• **EXERCISE REQUIREMENTS**: Scan the material below for lines with the string "nodes". State how many there are and nothing else.

• **DATASET RECORDS**:
------------------------------------------------------------
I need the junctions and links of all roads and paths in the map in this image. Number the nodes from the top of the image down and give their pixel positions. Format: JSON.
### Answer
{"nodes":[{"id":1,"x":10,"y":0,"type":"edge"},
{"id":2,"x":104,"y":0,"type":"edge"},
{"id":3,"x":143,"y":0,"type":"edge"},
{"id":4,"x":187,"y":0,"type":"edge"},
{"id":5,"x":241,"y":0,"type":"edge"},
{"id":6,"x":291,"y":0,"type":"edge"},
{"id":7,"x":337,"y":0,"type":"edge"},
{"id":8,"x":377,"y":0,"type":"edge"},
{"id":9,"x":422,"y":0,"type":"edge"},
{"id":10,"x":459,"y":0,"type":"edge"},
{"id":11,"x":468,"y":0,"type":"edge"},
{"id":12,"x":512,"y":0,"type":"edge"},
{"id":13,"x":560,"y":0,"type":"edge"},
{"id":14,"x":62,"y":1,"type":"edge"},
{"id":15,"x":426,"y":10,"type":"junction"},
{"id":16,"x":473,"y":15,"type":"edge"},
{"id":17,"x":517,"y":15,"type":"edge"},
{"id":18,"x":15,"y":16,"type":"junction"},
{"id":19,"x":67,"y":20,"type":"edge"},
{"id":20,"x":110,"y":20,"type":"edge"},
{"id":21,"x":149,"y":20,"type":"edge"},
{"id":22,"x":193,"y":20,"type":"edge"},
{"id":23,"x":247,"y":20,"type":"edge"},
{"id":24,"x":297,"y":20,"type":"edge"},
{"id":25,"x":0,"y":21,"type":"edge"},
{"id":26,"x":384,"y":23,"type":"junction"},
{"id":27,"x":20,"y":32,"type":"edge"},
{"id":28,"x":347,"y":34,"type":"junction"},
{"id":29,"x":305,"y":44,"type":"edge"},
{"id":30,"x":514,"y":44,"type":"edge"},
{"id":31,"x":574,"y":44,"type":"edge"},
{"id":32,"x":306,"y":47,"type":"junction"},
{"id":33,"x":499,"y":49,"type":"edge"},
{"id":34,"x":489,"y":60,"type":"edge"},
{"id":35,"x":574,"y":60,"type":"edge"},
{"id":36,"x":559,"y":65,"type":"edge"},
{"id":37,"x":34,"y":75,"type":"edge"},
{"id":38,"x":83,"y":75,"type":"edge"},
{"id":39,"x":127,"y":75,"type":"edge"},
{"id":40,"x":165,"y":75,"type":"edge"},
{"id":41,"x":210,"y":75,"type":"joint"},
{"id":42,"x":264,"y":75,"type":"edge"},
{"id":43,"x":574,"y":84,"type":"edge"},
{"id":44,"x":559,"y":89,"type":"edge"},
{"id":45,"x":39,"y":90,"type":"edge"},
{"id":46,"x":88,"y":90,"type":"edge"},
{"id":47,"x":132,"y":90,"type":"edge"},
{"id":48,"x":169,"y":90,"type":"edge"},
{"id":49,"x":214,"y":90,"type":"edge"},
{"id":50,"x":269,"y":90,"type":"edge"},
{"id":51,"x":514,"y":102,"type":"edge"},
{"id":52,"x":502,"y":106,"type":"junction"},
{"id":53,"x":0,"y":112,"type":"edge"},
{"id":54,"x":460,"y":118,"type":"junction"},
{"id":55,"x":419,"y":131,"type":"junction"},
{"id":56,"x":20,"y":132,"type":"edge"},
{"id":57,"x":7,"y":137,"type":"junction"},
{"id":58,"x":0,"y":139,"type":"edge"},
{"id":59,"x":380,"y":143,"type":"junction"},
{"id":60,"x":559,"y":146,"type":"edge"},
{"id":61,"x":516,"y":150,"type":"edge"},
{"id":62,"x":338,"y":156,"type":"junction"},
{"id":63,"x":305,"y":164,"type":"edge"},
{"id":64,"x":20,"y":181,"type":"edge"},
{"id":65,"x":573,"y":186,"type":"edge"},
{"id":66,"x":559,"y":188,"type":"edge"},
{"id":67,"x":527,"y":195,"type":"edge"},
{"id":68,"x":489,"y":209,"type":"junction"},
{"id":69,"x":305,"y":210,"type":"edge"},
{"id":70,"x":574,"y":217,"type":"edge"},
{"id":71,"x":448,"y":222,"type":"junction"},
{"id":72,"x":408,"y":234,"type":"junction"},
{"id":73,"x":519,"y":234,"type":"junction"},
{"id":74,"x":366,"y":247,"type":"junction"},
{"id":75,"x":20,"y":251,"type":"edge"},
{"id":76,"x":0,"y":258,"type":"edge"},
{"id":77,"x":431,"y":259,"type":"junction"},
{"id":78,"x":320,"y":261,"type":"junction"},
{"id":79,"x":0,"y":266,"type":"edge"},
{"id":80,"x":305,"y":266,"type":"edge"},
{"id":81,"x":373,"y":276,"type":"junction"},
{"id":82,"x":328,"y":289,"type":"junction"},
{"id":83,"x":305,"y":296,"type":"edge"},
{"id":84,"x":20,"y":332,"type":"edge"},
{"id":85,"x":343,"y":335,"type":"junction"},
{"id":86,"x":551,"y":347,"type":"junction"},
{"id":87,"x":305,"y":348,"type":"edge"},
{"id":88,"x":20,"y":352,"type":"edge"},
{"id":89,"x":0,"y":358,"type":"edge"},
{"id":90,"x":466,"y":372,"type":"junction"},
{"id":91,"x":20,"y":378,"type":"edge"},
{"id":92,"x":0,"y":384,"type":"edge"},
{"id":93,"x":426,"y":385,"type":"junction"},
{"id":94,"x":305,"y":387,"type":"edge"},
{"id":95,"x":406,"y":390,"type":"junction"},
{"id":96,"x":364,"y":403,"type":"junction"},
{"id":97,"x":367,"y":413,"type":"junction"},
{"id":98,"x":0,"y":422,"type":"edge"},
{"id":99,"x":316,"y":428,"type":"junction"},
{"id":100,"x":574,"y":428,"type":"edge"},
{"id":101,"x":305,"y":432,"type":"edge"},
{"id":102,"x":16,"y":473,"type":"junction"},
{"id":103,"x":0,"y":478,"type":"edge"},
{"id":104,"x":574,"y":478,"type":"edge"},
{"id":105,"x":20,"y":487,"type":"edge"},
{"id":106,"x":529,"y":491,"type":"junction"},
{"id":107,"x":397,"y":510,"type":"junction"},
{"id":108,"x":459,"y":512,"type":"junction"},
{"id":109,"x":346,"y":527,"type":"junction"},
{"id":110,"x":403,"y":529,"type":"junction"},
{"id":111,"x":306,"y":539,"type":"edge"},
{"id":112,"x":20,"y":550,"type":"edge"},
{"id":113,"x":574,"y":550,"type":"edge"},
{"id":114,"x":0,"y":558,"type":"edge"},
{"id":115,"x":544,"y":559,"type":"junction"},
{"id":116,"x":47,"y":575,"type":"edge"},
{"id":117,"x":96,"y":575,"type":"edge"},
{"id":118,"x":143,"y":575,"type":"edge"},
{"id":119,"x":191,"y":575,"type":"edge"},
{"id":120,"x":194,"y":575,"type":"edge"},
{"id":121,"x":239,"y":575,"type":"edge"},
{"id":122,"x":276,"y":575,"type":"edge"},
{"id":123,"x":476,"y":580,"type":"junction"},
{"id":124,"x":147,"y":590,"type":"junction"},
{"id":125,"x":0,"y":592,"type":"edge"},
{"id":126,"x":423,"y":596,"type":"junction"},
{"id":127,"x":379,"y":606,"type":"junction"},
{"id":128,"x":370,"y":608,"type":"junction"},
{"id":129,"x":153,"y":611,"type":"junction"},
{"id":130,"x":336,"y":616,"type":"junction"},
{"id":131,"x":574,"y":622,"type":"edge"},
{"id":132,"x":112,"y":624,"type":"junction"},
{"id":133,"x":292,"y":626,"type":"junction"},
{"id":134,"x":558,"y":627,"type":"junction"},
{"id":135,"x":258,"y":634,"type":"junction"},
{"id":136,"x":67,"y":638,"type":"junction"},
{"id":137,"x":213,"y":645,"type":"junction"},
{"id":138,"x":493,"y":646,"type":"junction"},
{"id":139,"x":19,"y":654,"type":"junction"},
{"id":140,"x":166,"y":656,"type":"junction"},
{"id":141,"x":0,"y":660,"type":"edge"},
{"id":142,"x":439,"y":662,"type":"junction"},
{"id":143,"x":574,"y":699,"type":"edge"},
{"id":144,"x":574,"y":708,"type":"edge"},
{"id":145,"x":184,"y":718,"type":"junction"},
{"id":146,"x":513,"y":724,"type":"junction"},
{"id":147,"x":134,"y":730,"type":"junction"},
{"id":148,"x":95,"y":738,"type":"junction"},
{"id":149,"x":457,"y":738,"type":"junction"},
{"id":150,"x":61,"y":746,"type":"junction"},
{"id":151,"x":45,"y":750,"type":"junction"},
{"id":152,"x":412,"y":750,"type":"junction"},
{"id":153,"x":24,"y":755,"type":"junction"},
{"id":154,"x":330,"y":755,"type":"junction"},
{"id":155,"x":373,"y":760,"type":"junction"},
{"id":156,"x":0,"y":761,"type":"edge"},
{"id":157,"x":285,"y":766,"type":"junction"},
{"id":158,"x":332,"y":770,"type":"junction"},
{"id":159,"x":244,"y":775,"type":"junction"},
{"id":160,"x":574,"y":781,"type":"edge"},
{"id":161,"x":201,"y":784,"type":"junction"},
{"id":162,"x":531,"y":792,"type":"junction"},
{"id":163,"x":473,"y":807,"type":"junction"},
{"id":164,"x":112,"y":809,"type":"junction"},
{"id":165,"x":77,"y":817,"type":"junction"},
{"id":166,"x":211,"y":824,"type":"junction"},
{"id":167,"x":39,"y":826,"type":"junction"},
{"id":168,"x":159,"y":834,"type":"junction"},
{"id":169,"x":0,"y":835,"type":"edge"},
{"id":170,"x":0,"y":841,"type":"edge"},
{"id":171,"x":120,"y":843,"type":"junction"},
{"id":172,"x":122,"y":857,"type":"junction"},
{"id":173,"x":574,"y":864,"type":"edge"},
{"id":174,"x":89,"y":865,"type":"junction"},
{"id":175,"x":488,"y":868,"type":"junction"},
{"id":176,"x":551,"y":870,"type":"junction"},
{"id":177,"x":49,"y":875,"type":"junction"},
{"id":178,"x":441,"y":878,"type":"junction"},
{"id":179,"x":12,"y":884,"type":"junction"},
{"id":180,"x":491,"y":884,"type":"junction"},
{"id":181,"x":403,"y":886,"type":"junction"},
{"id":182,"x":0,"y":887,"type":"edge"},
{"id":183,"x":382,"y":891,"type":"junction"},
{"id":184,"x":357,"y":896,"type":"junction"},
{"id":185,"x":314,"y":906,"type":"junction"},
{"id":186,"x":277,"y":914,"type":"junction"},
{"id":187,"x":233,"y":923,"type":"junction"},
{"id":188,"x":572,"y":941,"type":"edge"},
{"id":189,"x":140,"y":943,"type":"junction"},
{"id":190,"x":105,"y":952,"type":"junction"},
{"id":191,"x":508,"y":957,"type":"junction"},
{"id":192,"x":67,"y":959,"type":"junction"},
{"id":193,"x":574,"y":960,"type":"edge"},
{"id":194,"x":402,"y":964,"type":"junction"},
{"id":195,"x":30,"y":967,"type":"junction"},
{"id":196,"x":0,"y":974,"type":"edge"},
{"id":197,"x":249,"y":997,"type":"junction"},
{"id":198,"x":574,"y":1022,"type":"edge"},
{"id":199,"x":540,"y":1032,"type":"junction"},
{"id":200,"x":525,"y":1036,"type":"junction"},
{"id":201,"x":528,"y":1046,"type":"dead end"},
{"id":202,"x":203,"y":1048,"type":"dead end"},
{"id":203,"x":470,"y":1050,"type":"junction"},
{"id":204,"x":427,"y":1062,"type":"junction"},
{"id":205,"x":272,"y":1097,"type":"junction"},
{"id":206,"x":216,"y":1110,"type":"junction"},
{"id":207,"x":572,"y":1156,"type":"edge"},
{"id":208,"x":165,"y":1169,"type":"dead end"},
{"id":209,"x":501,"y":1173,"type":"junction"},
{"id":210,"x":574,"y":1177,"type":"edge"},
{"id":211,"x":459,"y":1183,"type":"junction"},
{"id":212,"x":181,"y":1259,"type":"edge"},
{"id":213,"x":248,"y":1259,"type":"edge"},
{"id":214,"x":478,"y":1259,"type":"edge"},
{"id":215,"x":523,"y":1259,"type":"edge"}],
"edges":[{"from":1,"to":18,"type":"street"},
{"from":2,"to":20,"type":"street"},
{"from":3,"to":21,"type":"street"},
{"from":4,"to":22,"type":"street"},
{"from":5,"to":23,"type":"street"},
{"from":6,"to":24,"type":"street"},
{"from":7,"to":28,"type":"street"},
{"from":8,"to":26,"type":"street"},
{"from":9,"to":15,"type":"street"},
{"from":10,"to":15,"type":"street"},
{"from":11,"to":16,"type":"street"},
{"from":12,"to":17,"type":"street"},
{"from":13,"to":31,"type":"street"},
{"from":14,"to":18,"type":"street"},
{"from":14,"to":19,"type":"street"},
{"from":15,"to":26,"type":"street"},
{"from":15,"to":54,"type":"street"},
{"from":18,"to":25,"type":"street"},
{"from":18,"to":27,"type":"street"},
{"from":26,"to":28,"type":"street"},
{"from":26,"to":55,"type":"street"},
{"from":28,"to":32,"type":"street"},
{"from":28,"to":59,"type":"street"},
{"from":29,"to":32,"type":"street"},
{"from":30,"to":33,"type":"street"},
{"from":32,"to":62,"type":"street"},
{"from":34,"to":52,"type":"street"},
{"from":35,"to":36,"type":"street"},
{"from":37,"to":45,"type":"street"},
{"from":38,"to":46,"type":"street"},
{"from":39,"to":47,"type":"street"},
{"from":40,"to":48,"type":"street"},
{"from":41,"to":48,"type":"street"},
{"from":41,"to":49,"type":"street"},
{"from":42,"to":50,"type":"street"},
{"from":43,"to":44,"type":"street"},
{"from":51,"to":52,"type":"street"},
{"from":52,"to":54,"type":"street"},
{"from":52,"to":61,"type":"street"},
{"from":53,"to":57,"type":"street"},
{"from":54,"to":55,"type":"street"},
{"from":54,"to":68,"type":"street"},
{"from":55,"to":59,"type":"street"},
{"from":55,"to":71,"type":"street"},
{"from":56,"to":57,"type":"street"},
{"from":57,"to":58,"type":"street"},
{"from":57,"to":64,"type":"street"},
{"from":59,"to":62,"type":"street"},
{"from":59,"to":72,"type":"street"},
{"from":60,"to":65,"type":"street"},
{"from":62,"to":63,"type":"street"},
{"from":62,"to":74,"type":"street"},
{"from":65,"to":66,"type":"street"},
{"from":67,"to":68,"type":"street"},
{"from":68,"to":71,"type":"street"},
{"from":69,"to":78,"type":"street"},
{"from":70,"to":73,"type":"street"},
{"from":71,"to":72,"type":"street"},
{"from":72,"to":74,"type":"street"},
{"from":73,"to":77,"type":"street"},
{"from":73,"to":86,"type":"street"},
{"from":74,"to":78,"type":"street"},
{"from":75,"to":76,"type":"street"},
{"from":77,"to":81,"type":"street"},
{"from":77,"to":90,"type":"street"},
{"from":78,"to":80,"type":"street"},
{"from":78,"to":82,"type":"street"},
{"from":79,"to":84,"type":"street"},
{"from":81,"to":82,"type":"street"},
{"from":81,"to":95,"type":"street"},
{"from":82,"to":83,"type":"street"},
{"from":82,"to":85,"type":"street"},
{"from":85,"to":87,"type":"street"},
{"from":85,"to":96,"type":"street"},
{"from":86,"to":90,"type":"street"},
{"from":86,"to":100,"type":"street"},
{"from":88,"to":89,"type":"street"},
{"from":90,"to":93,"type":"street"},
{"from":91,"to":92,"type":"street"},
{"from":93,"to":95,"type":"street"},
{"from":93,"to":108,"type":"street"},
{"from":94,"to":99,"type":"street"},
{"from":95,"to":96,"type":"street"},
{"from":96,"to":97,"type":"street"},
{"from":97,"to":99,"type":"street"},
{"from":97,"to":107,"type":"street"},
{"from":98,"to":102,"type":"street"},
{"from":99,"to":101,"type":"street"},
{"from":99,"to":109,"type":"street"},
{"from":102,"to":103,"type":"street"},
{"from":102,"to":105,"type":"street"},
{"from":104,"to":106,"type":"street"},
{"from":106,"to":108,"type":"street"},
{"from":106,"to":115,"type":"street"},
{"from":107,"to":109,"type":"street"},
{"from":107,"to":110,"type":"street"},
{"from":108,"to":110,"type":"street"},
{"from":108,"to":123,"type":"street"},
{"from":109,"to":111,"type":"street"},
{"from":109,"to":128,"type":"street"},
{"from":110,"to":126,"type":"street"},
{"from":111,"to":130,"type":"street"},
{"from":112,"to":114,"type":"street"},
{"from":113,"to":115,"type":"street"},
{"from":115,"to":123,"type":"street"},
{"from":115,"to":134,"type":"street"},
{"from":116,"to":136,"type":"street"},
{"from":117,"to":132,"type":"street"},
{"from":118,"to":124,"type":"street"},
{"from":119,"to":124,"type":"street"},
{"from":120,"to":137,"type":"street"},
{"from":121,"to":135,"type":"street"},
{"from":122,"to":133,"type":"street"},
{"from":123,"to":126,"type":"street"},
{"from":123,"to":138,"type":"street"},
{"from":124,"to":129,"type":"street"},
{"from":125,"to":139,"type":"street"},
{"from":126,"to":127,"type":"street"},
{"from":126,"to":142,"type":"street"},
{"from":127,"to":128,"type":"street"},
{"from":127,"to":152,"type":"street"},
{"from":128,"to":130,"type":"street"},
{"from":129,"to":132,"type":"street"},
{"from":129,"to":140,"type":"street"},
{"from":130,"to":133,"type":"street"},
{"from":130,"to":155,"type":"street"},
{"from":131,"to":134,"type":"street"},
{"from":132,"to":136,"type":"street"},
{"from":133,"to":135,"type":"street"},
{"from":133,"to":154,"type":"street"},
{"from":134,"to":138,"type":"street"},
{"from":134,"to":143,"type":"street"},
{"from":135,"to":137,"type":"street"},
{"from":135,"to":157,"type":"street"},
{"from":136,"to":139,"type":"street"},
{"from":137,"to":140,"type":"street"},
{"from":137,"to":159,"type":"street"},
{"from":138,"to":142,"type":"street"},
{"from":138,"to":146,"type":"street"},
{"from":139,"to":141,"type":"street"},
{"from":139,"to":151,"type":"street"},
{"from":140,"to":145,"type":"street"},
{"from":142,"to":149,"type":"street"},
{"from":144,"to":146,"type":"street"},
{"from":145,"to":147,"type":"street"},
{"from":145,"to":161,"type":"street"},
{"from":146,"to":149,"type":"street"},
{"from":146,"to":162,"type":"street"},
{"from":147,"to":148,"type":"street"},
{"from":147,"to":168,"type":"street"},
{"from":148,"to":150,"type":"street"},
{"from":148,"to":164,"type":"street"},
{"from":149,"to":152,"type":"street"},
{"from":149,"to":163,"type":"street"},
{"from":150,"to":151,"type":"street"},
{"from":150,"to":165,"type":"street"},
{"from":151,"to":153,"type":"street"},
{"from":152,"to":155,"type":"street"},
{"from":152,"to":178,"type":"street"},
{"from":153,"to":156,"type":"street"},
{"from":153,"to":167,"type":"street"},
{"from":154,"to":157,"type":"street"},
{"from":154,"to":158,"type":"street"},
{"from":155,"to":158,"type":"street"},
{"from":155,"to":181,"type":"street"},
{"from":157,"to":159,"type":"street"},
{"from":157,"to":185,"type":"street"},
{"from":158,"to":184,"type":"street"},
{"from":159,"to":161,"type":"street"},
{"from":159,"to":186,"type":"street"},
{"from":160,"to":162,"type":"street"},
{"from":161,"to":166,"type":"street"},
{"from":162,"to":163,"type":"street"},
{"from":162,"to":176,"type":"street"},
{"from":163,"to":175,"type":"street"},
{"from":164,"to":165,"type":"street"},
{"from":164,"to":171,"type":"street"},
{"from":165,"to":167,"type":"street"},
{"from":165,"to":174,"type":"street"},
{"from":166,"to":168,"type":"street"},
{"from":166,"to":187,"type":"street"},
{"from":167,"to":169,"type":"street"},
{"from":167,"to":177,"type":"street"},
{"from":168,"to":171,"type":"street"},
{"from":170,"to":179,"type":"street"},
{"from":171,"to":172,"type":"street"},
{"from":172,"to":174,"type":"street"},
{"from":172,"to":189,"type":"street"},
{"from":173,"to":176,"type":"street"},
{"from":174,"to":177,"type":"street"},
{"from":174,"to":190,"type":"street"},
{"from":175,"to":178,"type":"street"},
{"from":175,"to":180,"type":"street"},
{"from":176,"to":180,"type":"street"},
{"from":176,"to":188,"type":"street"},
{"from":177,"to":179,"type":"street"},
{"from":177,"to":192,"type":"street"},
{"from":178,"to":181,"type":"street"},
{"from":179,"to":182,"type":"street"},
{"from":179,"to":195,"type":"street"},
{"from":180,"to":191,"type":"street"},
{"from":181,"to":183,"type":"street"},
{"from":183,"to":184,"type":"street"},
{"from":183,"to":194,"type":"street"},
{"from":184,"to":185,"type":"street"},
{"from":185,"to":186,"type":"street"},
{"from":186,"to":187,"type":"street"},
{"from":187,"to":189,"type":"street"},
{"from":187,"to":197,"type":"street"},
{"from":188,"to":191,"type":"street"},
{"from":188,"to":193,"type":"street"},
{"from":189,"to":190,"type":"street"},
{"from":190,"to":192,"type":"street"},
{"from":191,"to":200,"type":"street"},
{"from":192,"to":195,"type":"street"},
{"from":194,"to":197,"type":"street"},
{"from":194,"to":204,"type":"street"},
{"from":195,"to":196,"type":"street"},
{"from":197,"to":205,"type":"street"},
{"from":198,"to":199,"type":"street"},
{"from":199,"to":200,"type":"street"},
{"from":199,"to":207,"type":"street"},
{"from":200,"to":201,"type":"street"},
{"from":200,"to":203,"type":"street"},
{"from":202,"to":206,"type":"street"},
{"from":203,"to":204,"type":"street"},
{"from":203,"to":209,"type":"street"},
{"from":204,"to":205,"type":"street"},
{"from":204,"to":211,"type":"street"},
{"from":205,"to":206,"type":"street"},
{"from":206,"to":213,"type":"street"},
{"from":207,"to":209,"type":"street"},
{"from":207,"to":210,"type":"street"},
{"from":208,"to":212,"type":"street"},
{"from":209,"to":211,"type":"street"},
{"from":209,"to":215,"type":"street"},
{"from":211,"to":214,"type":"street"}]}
------------------------------------------------------------
• **ANSWER TO THIS EXERCISE**: 2